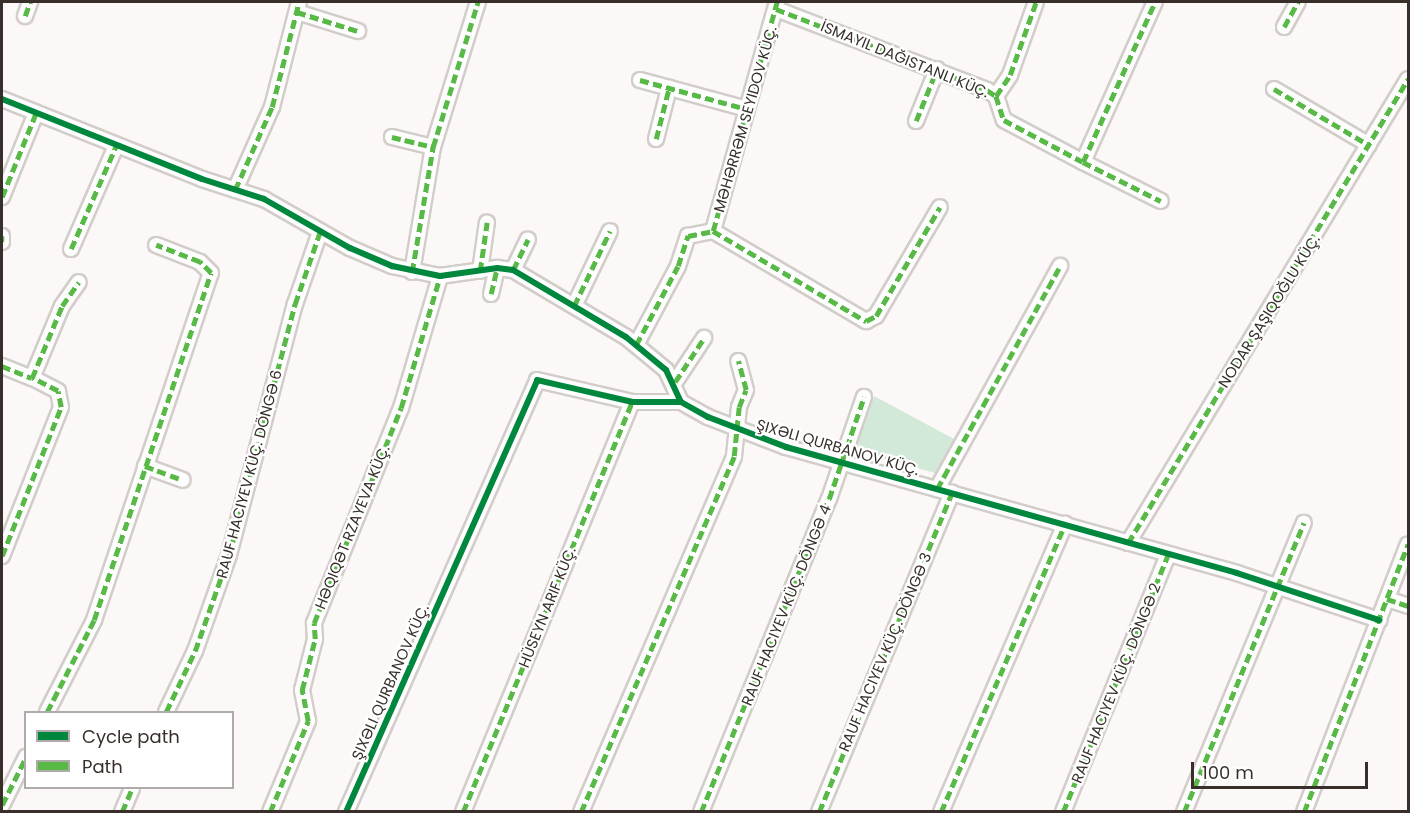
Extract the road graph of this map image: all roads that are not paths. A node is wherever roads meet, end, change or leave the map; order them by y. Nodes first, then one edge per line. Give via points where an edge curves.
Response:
1 (30, 2) edge
2 (478, 2) edge
3 (1036, 2) edge
4 (1155, 2) edge
5 (1298, 2) edge
6 (777, 5) edge
7 (298, 7) edge
8 (25, 16) dead end
9 (1284, 27) dead end
10 (358, 31) dead end
11 (937, 69) junction
12 (1408, 79) edge
13 (640, 80) dead end
14 (669, 88) junction
15 (1274, 89) dead end
16 (996, 96) junction
17 (2, 99) edge
18 (747, 109) junction
19 (36, 114) junction
20 (916, 121) dead end
21 (392, 137) dead end
22 (656, 139) dead end
23 (1369, 145) junction
24 (116, 146) junction
25 (433, 147) junction
26 (1083, 162) junction
27 (235, 190) junction
28 (2, 197) edge
29 (1161, 201) dead end
30 (940, 207) dead end
31 (486, 222) dead end
32 (610, 231) dead end
33 (713, 231) junction
34 (320, 232) junction
35 (2, 236) edge
36 (528, 239) dead end
37 (2, 242) edge
38 (156, 245) dead end
39 (70, 249) dead end
40 (1060, 266) dead end
41 (497, 268) junction
42 (480, 270) junction
43 (513, 270) junction
44 (412, 272) junction
45 (440, 276) junction
46 (79, 282) dead end
47 (491, 294) dead end
48 (574, 306) junction
49 (704, 338) dead end
50 (636, 345) junction
51 (738, 362) dead end
52 (2, 366) edge
53 (32, 378) junction
54 (675, 382) junction
55 (864, 397) dead end
56 (632, 402) junction
57 (681, 402) junction
58 (738, 430) junction
59 (839, 462) junction
60 (145, 466) junction
61 (183, 480) dead end
62 (937, 489) junction
63 (952, 493) junction
64 (1304, 523) dead end
65 (1065, 524) junction
66 (1128, 543) junction
67 (1408, 544) edge
68 (1168, 555) junction
69 (2, 556) edge
70 (1277, 586) junction
71 (1387, 599) junction
72 (1408, 606) edge
73 (1378, 620) junction
74 (48, 711) edge
75 (166, 711) edge
76 (24, 761) edge
77 (132, 789) edge
78 (2, 806) edge
79 (122, 812) edge
80 (270, 812) edge
81 (346, 812) edge
82 (463, 812) edge
83 (581, 812) edge
84 (701, 812) edge
85 (819, 812) edge
86 (941, 812) edge
87 (1063, 812) edge
88 (1184, 812) edge
89 (1304, 812) edge

1 - 8 street
2 - 25 street
3 - 16 street via 1010,75
4 - 26 street
5 - 9 street
6 - 11 street
6 - 18 street, MƏHƏRRƏM SEYIDOV KÜÇ.
7 - 10 street
7 - 27 street via 272,107
11 - 16 street
11 - 20 street
12 - 23 street
13 - 14 street
14 - 18 street
14 - 22 street
15 - 23 street
16 - 26 street via 1004,120
17 - 19 street
18 - 33 street, MƏHƏRRƏM SEYIDOV KÜÇ.
19 - 24 street
19 - 28 street
21 - 25 street
23 - 66 street
24 - 27 street
24 - 39 street
25 - 44 street
26 - 29 street
27 - 34 street via 281,207
30 - 33 street via 876,316 866,321
31 - 42 street
32 - 48 street
33 - 50 street, MƏHƏRRƏM SEYIDOV KÜÇ. via 688,236 678,267
34 - 44 street
34 - 75 street via 295,304 220,582
35 - 37 street
36 - 43 street
38 - 60 street via 200,262 211,273
40 - 62 street
41 - 42 street
41 - 43 street
41 - 47 street
42 - 45 street
43 - 48 street
44 - 45 street
45 - 80 street, HƏQIQƏT RZAYEVA KÜÇ. via 401,408 314,623 315,639 302,690 308,721
46 - 53 street via 62,306
48 - 50 street
49 - 54 street
50 - 54 street
51 - 58 street via 746,382
52 - 53 street
53 - 69 street via 58,391 60,406
54 - 57 street
55 - 59 street
56 - 57 street
56 - 81 street via 543,379 532,386
56 - 82 street, HÜSEYN ARIF KÜÇ.
57 - 58 street
58 - 59 street
58 - 83 street via 734,456
59 - 62 street
59 - 84 street via 829,499
60 - 61 street
60 - 74 street via 94,620
62 - 63 street
63 - 65 street
63 - 85 street
64 - 70 street
65 - 66 street
65 - 86 street
66 - 68 street
67 - 71 street
68 - 70 street
68 - 87 street
70 - 73 street
70 - 88 street
71 - 72 street
71 - 73 street
73 - 89 street
76 - 78 street
77 - 79 street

▶ _PROBLEM REQUIREMENTS_: The pictures in the entries above should be left out; all else must be copied exactly.

▶ _OUTPUT FOR THIS EXERCISE_:
Extract the road graph of this map image: all roads that are not paths. A node is wherever roads meet, end, change or leave the map; order them by y. Nodes first, then one edge per line. Give via points where an edge curves.
Response:
1 (30, 2) edge
2 (478, 2) edge
3 (1036, 2) edge
4 (1155, 2) edge
5 (1298, 2) edge
6 (777, 5) edge
7 (298, 7) edge
8 (25, 16) dead end
9 (1284, 27) dead end
10 (358, 31) dead end
11 (937, 69) junction
12 (1408, 79) edge
13 (640, 80) dead end
14 (669, 88) junction
15 (1274, 89) dead end
16 (996, 96) junction
17 (2, 99) edge
18 (747, 109) junction
19 (36, 114) junction
20 (916, 121) dead end
21 (392, 137) dead end
22 (656, 139) dead end
23 (1369, 145) junction
24 (116, 146) junction
25 (433, 147) junction
26 (1083, 162) junction
27 (235, 190) junction
28 (2, 197) edge
29 (1161, 201) dead end
30 (940, 207) dead end
31 (486, 222) dead end
32 (610, 231) dead end
33 (713, 231) junction
34 (320, 232) junction
35 (2, 236) edge
36 (528, 239) dead end
37 (2, 242) edge
38 (156, 245) dead end
39 (70, 249) dead end
40 (1060, 266) dead end
41 (497, 268) junction
42 (480, 270) junction
43 (513, 270) junction
44 (412, 272) junction
45 (440, 276) junction
46 (79, 282) dead end
47 (491, 294) dead end
48 (574, 306) junction
49 (704, 338) dead end
50 (636, 345) junction
51 (738, 362) dead end
52 (2, 366) edge
53 (32, 378) junction
54 (675, 382) junction
55 (864, 397) dead end
56 (632, 402) junction
57 (681, 402) junction
58 (738, 430) junction
59 (839, 462) junction
60 (145, 466) junction
61 (183, 480) dead end
62 (937, 489) junction
63 (952, 493) junction
64 (1304, 523) dead end
65 (1065, 524) junction
66 (1128, 543) junction
67 (1408, 544) edge
68 (1168, 555) junction
69 (2, 556) edge
70 (1277, 586) junction
71 (1387, 599) junction
72 (1408, 606) edge
73 (1378, 620) junction
74 (48, 711) edge
75 (166, 711) edge
76 (24, 761) edge
77 (132, 789) edge
78 (2, 806) edge
79 (122, 812) edge
80 (270, 812) edge
81 (346, 812) edge
82 (463, 812) edge
83 (581, 812) edge
84 (701, 812) edge
85 (819, 812) edge
86 (941, 812) edge
87 (1063, 812) edge
88 (1184, 812) edge
89 (1304, 812) edge

1 - 8 street
2 - 25 street
3 - 16 street via 1010,75
4 - 26 street
5 - 9 street
6 - 11 street
6 - 18 street, MƏHƏRRƏM SEYIDOV KÜÇ.
7 - 10 street
7 - 27 street via 272,107
11 - 16 street
11 - 20 street
12 - 23 street
13 - 14 street
14 - 18 street
14 - 22 street
15 - 23 street
16 - 26 street via 1004,120
17 - 19 street
18 - 33 street, MƏHƏRRƏM SEYIDOV KÜÇ.
19 - 24 street
19 - 28 street
21 - 25 street
23 - 66 street
24 - 27 street
24 - 39 street
25 - 44 street
26 - 29 street
27 - 34 street via 281,207
30 - 33 street via 876,316 866,321
31 - 42 street
32 - 48 street
33 - 50 street, MƏHƏRRƏM SEYIDOV KÜÇ. via 688,236 678,267
34 - 44 street
34 - 75 street via 295,304 220,582
35 - 37 street
36 - 43 street
38 - 60 street via 200,262 211,273
40 - 62 street
41 - 42 street
41 - 43 street
41 - 47 street
42 - 45 street
43 - 48 street
44 - 45 street
45 - 80 street, HƏQIQƏT RZAYEVA KÜÇ. via 401,408 314,623 315,639 302,690 308,721
46 - 53 street via 62,306
48 - 50 street
49 - 54 street
50 - 54 street
51 - 58 street via 746,382
52 - 53 street
53 - 69 street via 58,391 60,406
54 - 57 street
55 - 59 street
56 - 57 street
56 - 81 street via 543,379 532,386
56 - 82 street, HÜSEYN ARIF KÜÇ.
57 - 58 street
58 - 59 street
58 - 83 street via 734,456
59 - 62 street
59 - 84 street via 829,499
60 - 61 street
60 - 74 street via 94,620
62 - 63 street
63 - 65 street
63 - 85 street
64 - 70 street
65 - 66 street
65 - 86 street
66 - 68 street
67 - 71 street
68 - 70 street
68 - 87 street
70 - 73 street
70 - 88 street
71 - 72 street
71 - 73 street
73 - 89 street
76 - 78 street
77 - 79 street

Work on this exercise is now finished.